Is Fair Negotiation with Higher Management Possible?

The shortest, simplest and the best answer to this question is - "No".

What are the reasons for this to be the case?

The jobs in the higher management layer are created with just two objectives:
  • Allocate resources (staff, budget, infrastructure, etc.) to various activities being performed in the organization in the most cost-effective manner. In some sense the core strategy which drives this objective is "rob Peter to pay Paul".
  • Make sure the various activities being performed in the organization get performed with least amount of resources (staff, budget, infrastructure, etc.). In some sense the core strategy which drives this objective is "get a bigger bang for the buck".
The senior management is always under pressure to live up to the above two objectives. And this is of utmost priority for people in senior management for it ensures they manage to save their own jobs.

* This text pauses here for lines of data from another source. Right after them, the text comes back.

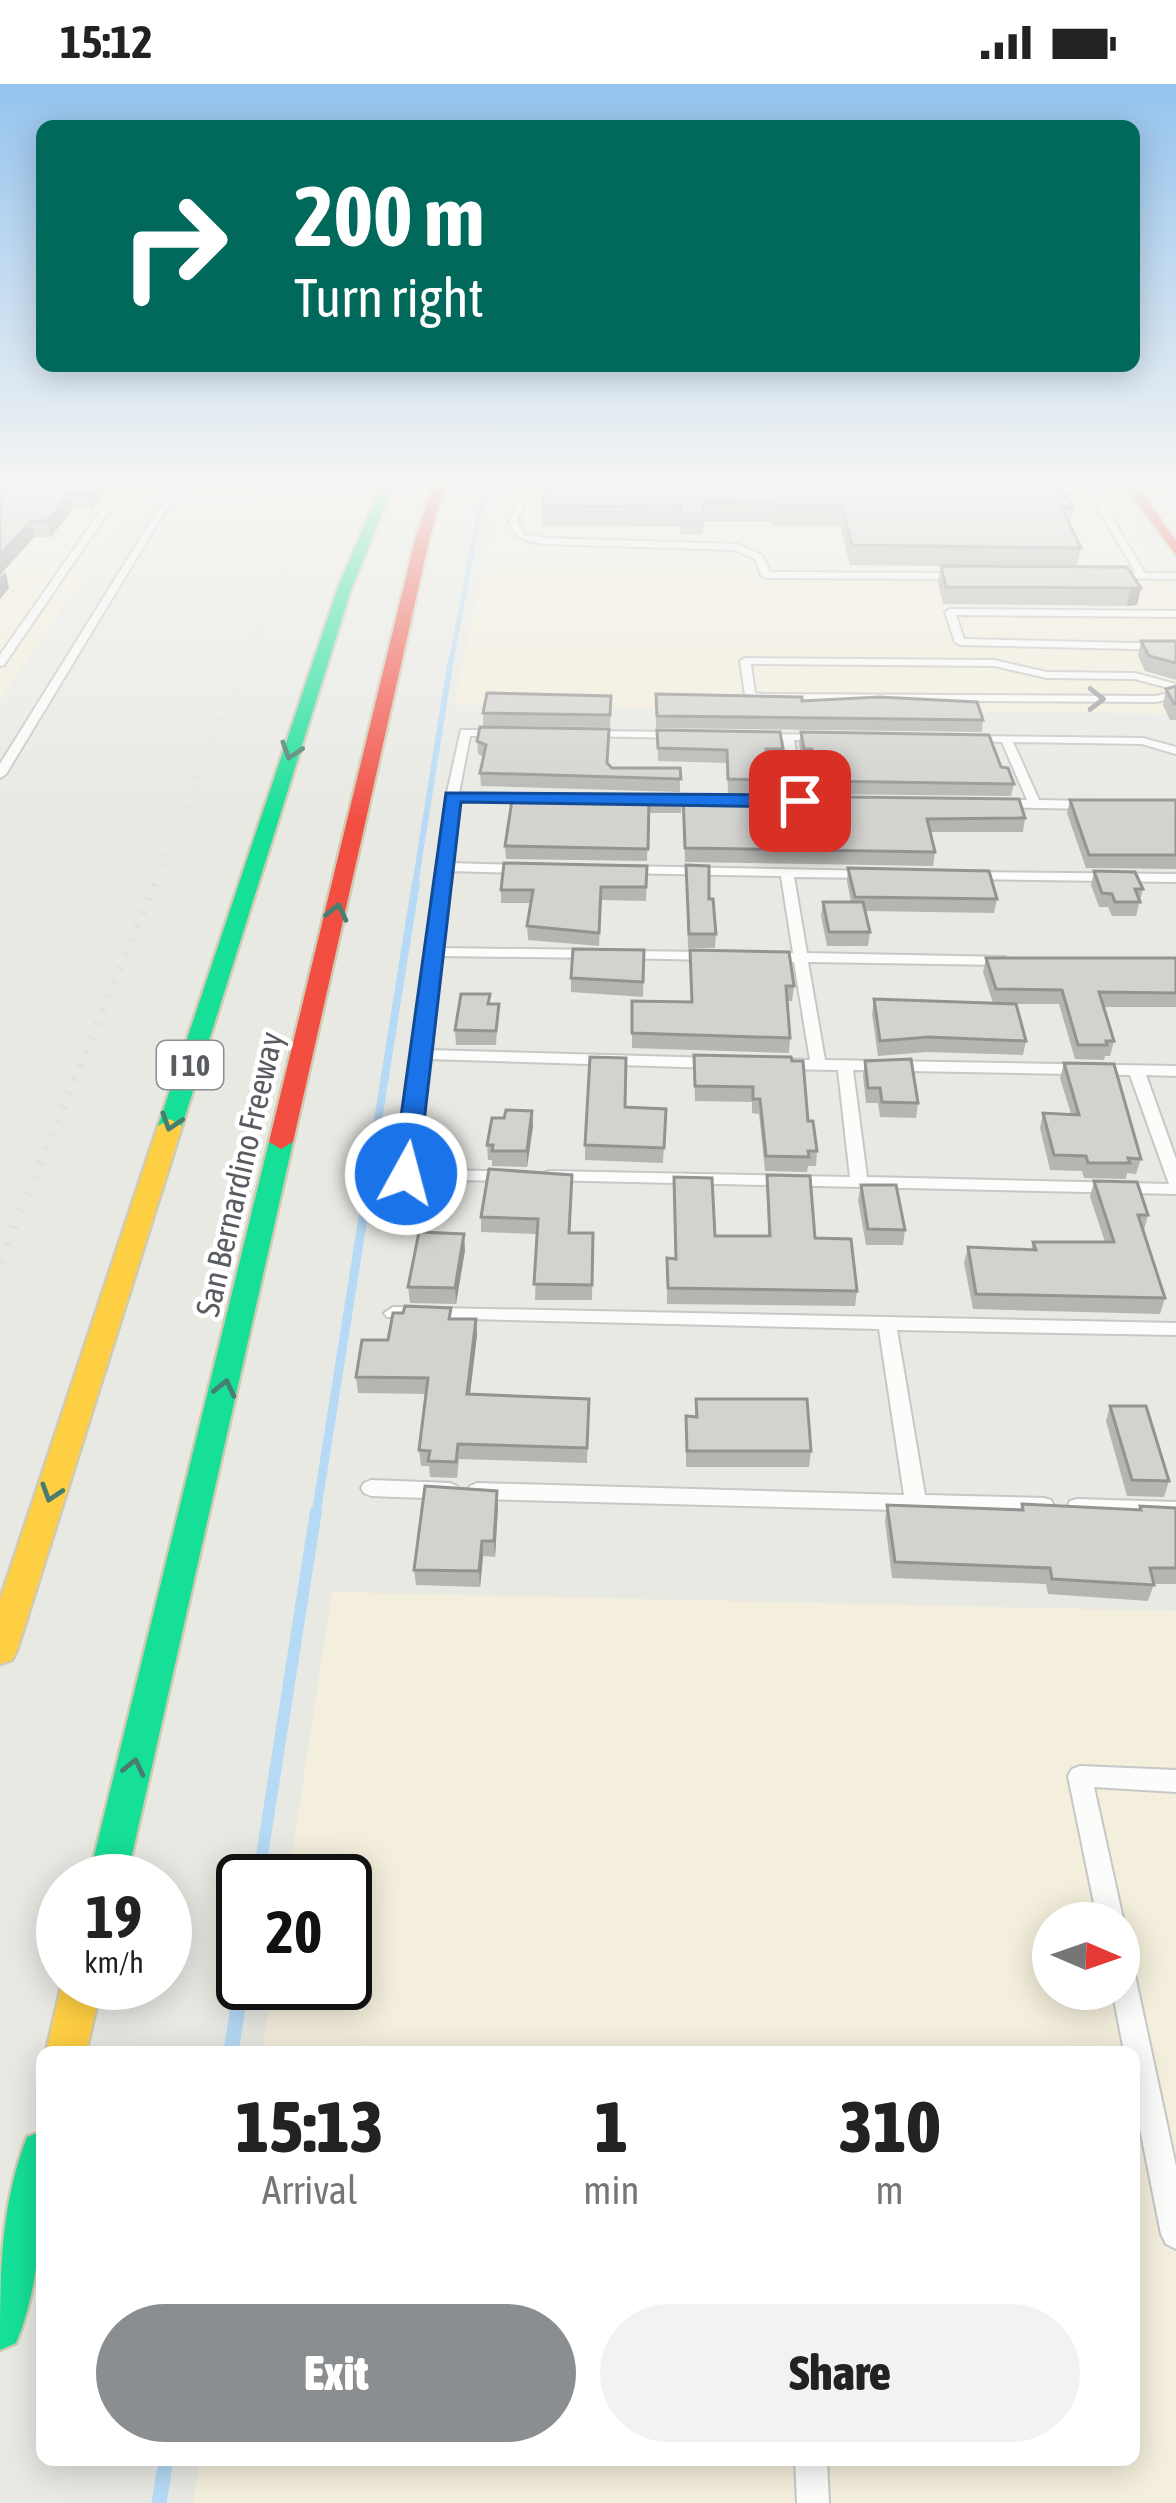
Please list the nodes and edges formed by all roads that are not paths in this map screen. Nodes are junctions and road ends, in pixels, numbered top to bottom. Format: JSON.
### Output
{"nodes":[{"id":1,"x":46,"y":596,"type":"edge"},
{"id":2,"x":109,"y":596,"type":"edge"},
{"id":3,"x":326,"y":596,"type":"edge"},
{"id":4,"x":342,"y":596,"type":"edge"},
{"id":5,"x":409,"y":596,"type":"edge"},
{"id":6,"x":1176,"y":614,"type":"edge"},
{"id":7,"x":1176,"y":647,"type":"edge"},
{"id":8,"x":0,"y":663,"type":"edge"},
{"id":9,"x":1022,"y":669,"type":"junction"},
{"id":10,"x":317,"y":672,"type":"junction"},
{"id":11,"x":1176,"y":691,"type":"edge"},
{"id":12,"x":1016,"y":698,"type":"junction"},
{"id":13,"x":511,"y":733,"type":"edge"},
{"id":14,"x":580,"y":734,"type":"edge"},
{"id":15,"x":696,"y":735,"type":"edge"},
{"id":16,"x":742,"y":736,"type":"edge"},
{"id":17,"x":788,"y":736,"type":"junction"},
{"id":18,"x":832,"y":737,"type":"edge"},
{"id":19,"x":941,"y":738,"type":"edge"},
{"id":20,"x":1006,"y":739,"type":"junction"},
{"id":21,"x":1176,"y":751,"type":"edge"},
{"id":22,"x":0,"y":774,"type":"edge"},
{"id":23,"x":452,"y":797,"type":"junction"},
{"id":24,"x":545,"y":798,"type":"edge"},
{"id":25,"x":776,"y":801,"type":"edge"},
{"id":26,"x":800,"y":801,"type":"junction"},
{"id":27,"x":823,"y":801,"type":"edge"},
{"id":28,"x":988,"y":803,"type":"edge"},
{"id":29,"x":1035,"y":804,"type":"junction"},
{"id":30,"x":1106,"y":805,"type":"edge"},
{"id":31,"x":444,"y":867,"type":"junction"},
{"id":32,"x":536,"y":869,"type":"edge"},
{"id":33,"x":604,"y":870,"type":"edge"},
{"id":34,"x":787,"y":873,"type":"junction"},
{"id":35,"x":879,"y":874,"type":"edge"},
{"id":36,"x":947,"y":875,"type":"edge"},
{"id":37,"x":1176,"y":878,"type":"edge"},
{"id":38,"x":434,"y":952,"type":"junction"},
{"id":39,"x":731,"y":956,"type":"edge"},
{"id":40,"x":754,"y":957,"type":"edge"},
{"id":41,"x":800,"y":958,"type":"junction"},
{"id":42,"x":1022,"y":961,"type":"edge"},
{"id":43,"x":421,"y":1054,"type":"junction"},
{"id":44,"x":724,"y":1063,"type":"edge"},
{"id":45,"x":771,"y":1064,"type":"edge"},
{"id":46,"x":818,"y":1065,"type":"junction"},
{"id":47,"x":845,"y":1066,"type":"junction"},
{"id":48,"x":1136,"y":1070,"type":"junction"},
{"id":49,"x":1176,"y":1070,"type":"edge"},
{"id":50,"x":860,"y":1182,"type":"junction"},
{"id":51,"x":1176,"y":1185,"type":"edge"},
{"id":52,"x":393,"y":1312,"type":"edge"},
{"id":53,"x":887,"y":1322,"type":"junction"},
{"id":54,"x":1176,"y":1329,"type":"edge"},
{"id":55,"x":370,"y":1488,"type":"dead end"},
{"id":56,"x":916,"y":1503,"type":"junction"},
{"id":57,"x":1176,"y":1510,"type":"edge"},
{"id":58,"x":0,"y":1650,"type":"edge"},
{"id":59,"x":1176,"y":1781,"type":"edge"},
{"id":60,"x":113,"y":1854,"type":"edge"},
{"id":61,"x":1107,"y":1902,"type":"edge"},
{"id":62,"x":76,"y":2010,"type":"edge"},
{"id":63,"x":1129,"y":2010,"type":"edge"},
{"id":64,"x":67,"y":2046,"type":"edge"},
{"id":65,"x":1137,"y":2046,"type":"edge"},
{"id":66,"x":1140,"y":2062,"type":"edge"},
{"id":67,"x":36,"y":2177,"type":"edge"},
{"id":68,"x":1176,"y":2234,"type":"edge"},
{"id":69,"x":0,"y":2327,"type":"edge"},
{"id":70,"x":811,"y":2466,"type":"edge"},
{"id":71,"x":813,"y":2503,"type":"edge"}],
"edges":[{"from":1,"to":8,"type":"lane"},
{"from":2,"to":22,"type":"lane"},
{"from":3,"to":10,"type":"main road"},
{"from":4,"to":10,"type":"main road","name":"San Bernardino Freeway","number":"I 10"},
{"from":60,"to":5,"type":"main road","name":"San Bernardino Freeway","one_way":true},
{"from":6,"to":7,"type":"lane"},
{"from":9,"to":11,"type":"lane"},
{"from":9,"to":12,"type":"lane"},
{"from":9,"to":12,"type":"lane"},
{"from":10,"to":58,"type":"main road","name":"San Bernardino Freeway","number":"I 10","one_way":true},
{"from":12,"to":11,"type":"lane","one_way":true},
{"from":13,"to":23,"type":"lane"},
{"from":14,"to":15,"type":"lane"},
{"from":16,"to":17,"type":"lane"},
{"from":17,"to":18,"type":"lane"},
{"from":17,"to":26,"type":"lane"},
{"from":19,"to":20,"type":"lane"},
{"from":20,"to":21,"type":"lane"},
{"from":20,"to":29,"type":"lane"},
{"from":23,"to":24,"type":"lane"},
{"from":23,"to":31,"type":"lane"},
{"from":25,"to":26,"type":"lane"},
{"from":26,"to":27,"type":"lane"},
{"from":28,"to":29,"type":"lane"},
{"from":29,"to":30,"type":"lane"},
{"from":31,"to":32,"type":"lane"},
{"from":31,"to":38,"type":"lane"},
{"from":33,"to":34,"type":"lane"},
{"from":34,"to":35,"type":"lane"},
{"from":34,"to":41,"type":"lane"},
{"from":36,"to":37,"type":"lane"},
{"from":38,"to":39,"type":"lane"},
{"from":38,"to":43,"type":"lane"},
{"from":40,"to":41,"type":"lane"},
{"from":41,"to":42,"type":"lane"},
{"from":41,"to":46,"type":"lane"},
{"from":43,"to":44,"type":"lane"},
{"from":43,"to":50,"type":"lane"},
{"from":45,"to":46,"type":"lane"},
{"from":46,"to":47,"type":"lane"},
{"from":47,"to":48,"type":"lane"},
{"from":47,"to":50,"type":"lane"},
{"from":48,"to":49,"type":"lane"},
{"from":48,"to":51,"type":"lane"},
{"from":50,"to":51,"type":"lane"},
{"from":52,"to":53,"type":"lane"},
{"from":53,"to":54,"type":"lane"},
{"from":53,"to":56,"type":"lane"},
{"from":55,"to":56,"type":"lane"},
{"from":56,"to":57,"type":"lane"},
{"from":59,"to":61,"type":"lane"},
{"from":62,"to":64,"type":"main road"},
{"from":63,"to":65,"type":"lane"},
{"from":66,"to":68,"type":"lane"},
{"from":67,"to":69,"type":"main road"},
{"from":70,"to":71,"type":"lane"}]}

Unfortunately, senior management would generally not know about the close-up shot of anything in the organization and would generally just have the bird's eye view since they are hard-pressed on multiple and at times conflicting priorities.

This means that their decisions are at times forced down the throats of the "common employee".

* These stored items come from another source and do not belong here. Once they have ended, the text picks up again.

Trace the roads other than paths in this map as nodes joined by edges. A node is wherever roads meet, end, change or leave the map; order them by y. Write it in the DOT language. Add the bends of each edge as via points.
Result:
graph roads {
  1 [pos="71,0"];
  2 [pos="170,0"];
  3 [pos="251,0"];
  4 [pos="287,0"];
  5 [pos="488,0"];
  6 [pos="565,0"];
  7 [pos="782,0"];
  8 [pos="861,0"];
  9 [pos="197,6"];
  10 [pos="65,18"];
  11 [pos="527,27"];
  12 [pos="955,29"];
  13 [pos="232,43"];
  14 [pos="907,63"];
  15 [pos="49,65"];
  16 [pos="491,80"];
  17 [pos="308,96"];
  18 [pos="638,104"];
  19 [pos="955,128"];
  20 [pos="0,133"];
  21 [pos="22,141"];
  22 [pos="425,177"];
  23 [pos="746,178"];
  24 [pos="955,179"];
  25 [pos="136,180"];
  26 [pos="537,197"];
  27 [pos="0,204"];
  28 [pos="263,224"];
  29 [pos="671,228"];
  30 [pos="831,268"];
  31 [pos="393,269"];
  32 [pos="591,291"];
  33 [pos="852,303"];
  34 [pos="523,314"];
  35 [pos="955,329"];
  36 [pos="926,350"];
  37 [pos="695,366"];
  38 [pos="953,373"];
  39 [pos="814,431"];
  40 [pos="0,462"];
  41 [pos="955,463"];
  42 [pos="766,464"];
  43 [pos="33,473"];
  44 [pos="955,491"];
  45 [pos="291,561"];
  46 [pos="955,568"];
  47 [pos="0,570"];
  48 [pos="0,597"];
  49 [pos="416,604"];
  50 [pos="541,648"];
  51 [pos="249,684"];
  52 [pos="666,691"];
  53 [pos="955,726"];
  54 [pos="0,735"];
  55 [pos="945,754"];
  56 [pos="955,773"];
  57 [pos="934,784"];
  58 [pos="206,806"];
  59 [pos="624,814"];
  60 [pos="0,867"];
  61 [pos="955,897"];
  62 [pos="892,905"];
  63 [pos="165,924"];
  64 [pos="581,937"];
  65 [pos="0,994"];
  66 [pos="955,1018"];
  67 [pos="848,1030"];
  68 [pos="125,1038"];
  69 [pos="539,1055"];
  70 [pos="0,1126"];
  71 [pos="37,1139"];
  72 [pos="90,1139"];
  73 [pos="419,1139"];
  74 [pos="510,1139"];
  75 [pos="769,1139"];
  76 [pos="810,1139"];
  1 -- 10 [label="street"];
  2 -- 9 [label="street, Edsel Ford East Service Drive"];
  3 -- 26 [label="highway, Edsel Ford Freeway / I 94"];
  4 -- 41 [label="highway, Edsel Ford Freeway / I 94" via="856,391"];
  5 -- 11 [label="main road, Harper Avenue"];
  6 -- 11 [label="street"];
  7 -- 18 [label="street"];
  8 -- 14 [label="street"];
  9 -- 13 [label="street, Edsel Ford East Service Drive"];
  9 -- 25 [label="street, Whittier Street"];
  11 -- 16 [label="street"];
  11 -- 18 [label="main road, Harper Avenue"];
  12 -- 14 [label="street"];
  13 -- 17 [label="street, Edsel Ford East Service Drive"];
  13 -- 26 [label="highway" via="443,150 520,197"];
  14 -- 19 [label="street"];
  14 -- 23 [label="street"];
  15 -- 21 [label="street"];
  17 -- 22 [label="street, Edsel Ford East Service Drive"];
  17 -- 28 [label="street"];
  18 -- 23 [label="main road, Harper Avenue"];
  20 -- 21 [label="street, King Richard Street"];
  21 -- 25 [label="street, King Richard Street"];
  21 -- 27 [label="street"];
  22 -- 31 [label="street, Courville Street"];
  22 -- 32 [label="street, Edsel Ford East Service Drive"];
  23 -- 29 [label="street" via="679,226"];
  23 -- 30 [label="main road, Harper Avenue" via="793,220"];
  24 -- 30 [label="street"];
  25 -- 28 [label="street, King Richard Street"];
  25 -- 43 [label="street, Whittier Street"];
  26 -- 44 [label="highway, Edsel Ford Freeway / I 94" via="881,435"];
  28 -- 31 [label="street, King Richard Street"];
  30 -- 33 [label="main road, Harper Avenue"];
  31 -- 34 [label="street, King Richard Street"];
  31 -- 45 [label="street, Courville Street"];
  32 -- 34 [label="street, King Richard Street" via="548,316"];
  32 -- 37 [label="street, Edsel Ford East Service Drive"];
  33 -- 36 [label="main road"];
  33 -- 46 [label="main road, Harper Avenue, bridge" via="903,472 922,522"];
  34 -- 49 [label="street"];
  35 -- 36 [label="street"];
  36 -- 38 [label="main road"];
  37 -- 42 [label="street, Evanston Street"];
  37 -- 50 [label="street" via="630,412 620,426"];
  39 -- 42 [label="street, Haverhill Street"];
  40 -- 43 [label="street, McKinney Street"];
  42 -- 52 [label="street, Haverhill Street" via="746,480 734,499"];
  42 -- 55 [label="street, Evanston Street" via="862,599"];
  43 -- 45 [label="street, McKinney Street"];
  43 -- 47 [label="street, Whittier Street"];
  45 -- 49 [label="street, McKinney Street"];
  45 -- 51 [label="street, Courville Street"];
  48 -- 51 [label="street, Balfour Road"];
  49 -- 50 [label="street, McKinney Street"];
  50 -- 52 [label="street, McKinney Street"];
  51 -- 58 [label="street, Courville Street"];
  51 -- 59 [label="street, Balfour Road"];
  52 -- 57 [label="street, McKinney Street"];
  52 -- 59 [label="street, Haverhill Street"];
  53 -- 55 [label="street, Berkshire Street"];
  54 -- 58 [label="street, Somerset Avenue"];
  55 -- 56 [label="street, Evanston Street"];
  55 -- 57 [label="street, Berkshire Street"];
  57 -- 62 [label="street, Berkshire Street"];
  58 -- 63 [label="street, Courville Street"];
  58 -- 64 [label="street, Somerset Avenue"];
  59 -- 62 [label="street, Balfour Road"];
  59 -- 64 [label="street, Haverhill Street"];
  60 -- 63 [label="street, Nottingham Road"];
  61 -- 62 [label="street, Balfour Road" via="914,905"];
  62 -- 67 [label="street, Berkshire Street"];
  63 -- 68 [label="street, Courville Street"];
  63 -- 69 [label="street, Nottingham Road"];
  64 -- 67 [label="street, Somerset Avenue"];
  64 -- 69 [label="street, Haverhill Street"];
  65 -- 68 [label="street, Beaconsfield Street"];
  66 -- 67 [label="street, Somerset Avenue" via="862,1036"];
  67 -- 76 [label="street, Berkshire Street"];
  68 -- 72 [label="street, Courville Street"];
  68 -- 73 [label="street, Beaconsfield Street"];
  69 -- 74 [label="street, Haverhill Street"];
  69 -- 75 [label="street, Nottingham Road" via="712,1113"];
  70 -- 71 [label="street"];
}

The power of higher management is derived from their titles and big-sized chairs (and even bigger-sized egos).

At times, this may border arrogance, though in the progressive organizations such decisions are forced using refined methods like branding an employee who persists in fighting for more resources as a "poor listener" or a "non-performer" or even worst "not fit to be promoted".

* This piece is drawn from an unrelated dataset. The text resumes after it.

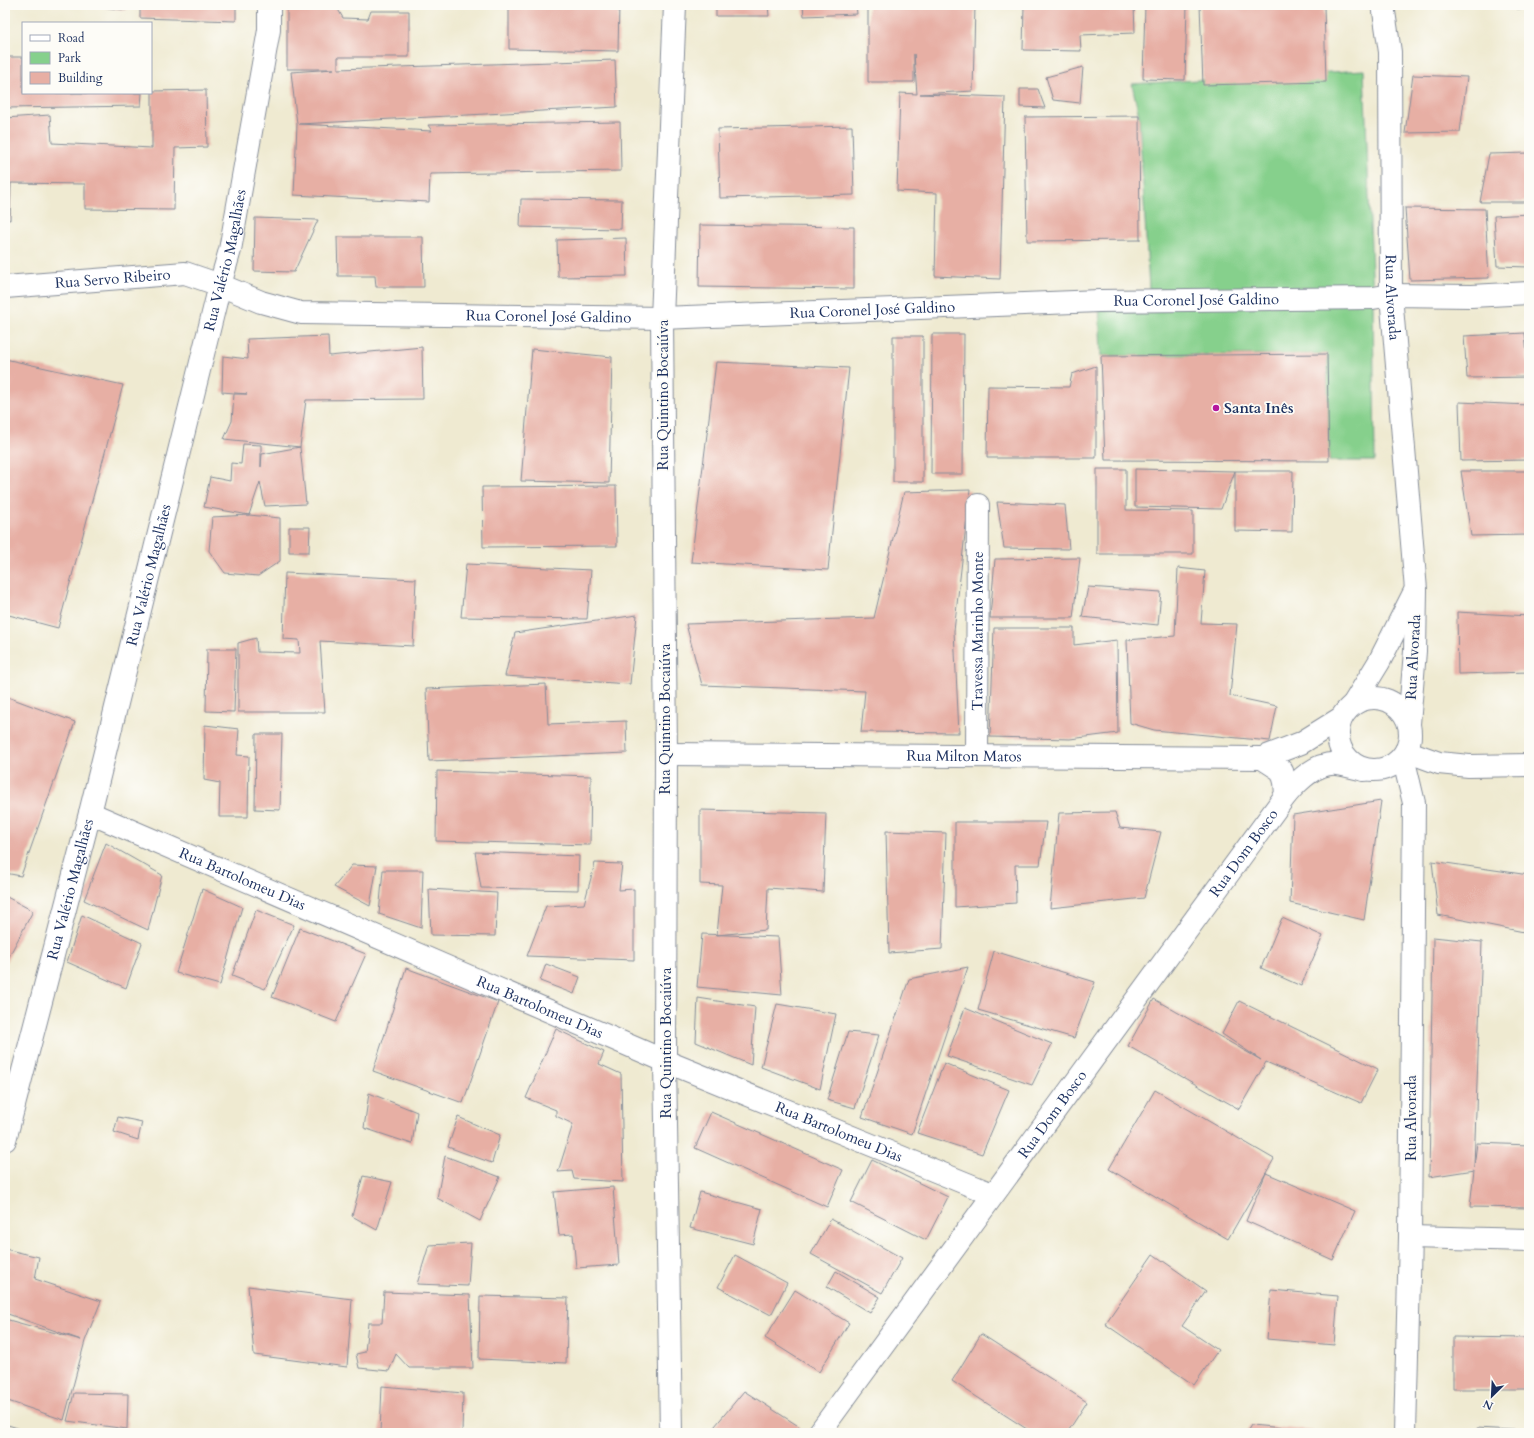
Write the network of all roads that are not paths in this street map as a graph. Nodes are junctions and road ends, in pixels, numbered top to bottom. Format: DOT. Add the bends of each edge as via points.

Questioning and challenging senior management is akin to revolt, especially if done in a public forum. And questioning and challenging by a new hire is nothing short of "career execution".

Corporate world has millions of stories of "corporate execution". Right or wrong, it is a reality in most organizations - whether small or large.

Small organizations adopt crude means (as the manager/CEO are the primary owner) whereas big organizations adopt refined means (using terms laced with all those good, nice words and sound-bites that the senior management are fond of and all senior management wannabes have to become fond of).

In light of what is described above, any and every negotiation with higher management is never bound to be fair. When they are asked to provide more resources, their first question will be "can we try to get a bigger bang for the buck?".

If that can be proved to be not possible somehow (which is an uphill task), the second question that would come up is "can we "rob Peter to pay Paul?" - meaning can resources be spared from someone else?